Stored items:
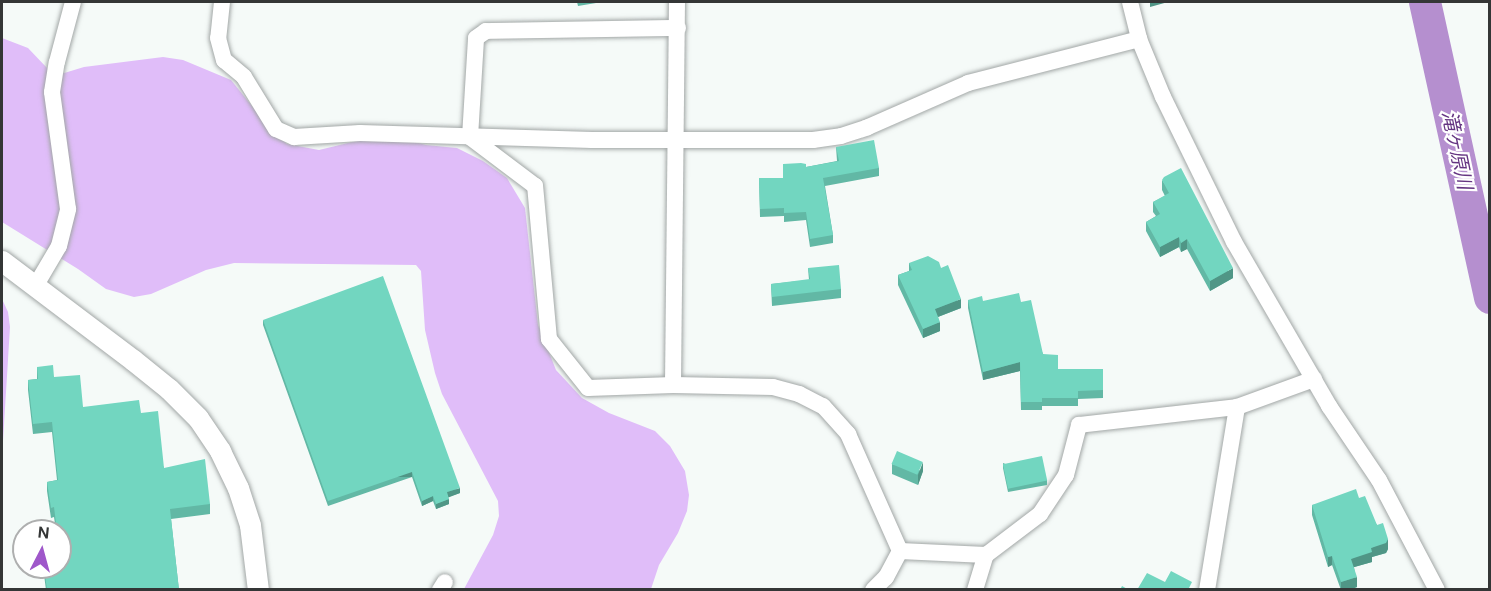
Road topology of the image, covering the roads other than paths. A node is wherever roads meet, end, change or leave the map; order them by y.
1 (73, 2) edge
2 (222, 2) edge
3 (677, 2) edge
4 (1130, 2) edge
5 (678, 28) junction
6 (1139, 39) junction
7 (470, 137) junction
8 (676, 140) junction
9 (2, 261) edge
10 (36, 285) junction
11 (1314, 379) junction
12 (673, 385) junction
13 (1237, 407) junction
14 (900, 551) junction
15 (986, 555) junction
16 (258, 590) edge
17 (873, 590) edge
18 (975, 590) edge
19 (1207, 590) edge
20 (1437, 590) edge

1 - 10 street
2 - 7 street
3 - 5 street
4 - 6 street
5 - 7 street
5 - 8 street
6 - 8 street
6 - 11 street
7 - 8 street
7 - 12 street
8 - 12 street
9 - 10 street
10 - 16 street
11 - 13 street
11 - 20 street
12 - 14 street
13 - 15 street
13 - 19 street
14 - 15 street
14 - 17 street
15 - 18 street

__PROBLEM TO WORK ON__:
Copy the records exactly, leaving out every picture.

__RESPONSE__:
Road topology of the image, covering the roads other than paths. A node is wherever roads meet, end, change or leave the map; order them by y.
1 (73, 2) edge
2 (222, 2) edge
3 (677, 2) edge
4 (1130, 2) edge
5 (678, 28) junction
6 (1139, 39) junction
7 (470, 137) junction
8 (676, 140) junction
9 (2, 261) edge
10 (36, 285) junction
11 (1314, 379) junction
12 (673, 385) junction
13 (1237, 407) junction
14 (900, 551) junction
15 (986, 555) junction
16 (258, 590) edge
17 (873, 590) edge
18 (975, 590) edge
19 (1207, 590) edge
20 (1437, 590) edge

1 - 10 street
2 - 7 street
3 - 5 street
4 - 6 street
5 - 7 street
5 - 8 street
6 - 8 street
6 - 11 street
7 - 8 street
7 - 12 street
8 - 12 street
9 - 10 street
10 - 16 street
11 - 13 street
11 - 20 street
12 - 14 street
13 - 15 street
13 - 19 street
14 - 15 street
14 - 17 street
15 - 18 street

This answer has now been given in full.